● **Records provided**
= = = = =
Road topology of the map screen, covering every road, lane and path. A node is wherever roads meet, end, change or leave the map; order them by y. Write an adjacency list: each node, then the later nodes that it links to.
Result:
= = = = =
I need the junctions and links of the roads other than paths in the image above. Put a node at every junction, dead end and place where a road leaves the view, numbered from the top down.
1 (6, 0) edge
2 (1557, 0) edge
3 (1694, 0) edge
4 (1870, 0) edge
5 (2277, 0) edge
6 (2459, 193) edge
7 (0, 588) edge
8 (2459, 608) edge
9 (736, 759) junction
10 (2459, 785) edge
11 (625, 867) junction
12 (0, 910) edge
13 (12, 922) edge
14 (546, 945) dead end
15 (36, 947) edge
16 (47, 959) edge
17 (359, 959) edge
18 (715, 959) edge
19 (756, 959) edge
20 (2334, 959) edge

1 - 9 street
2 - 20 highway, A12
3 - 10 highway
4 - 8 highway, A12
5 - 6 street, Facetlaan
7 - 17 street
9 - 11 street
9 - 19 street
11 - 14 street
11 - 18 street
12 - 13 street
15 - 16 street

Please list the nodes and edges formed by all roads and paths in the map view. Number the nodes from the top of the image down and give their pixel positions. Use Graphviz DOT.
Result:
= = = = =
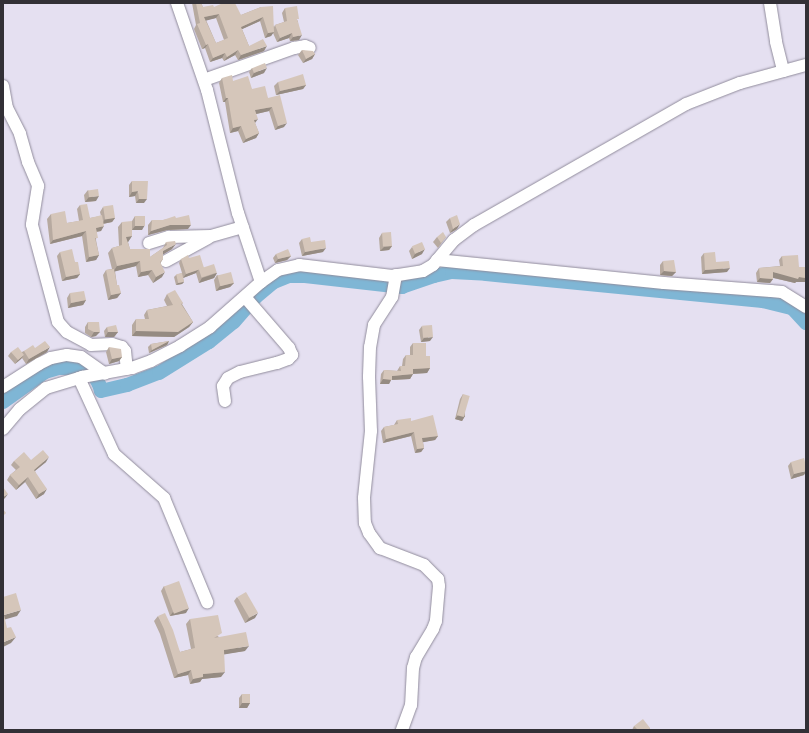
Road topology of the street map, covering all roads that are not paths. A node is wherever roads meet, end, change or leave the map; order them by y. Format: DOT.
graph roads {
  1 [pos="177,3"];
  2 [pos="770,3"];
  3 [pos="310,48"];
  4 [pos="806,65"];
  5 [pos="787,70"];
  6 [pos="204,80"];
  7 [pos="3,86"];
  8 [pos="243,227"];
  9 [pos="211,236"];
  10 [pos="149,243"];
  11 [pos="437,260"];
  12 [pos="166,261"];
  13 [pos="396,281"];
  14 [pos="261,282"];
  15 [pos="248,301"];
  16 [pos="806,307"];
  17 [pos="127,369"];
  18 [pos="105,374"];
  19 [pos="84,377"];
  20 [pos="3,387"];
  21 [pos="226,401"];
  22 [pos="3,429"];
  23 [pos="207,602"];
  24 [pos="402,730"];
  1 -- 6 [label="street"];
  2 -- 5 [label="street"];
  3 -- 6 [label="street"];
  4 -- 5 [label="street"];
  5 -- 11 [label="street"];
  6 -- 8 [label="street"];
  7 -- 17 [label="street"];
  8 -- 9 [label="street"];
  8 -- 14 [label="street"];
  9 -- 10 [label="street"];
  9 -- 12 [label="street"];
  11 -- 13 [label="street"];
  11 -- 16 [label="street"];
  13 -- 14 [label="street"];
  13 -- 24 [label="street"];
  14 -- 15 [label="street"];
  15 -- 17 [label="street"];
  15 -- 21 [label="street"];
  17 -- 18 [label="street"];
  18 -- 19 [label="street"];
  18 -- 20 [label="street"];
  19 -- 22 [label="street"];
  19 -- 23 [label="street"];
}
= = = = =
Determine the number of lines in the preceding data that contain the word "nodes". Reply with that number only.

● **Response area**
2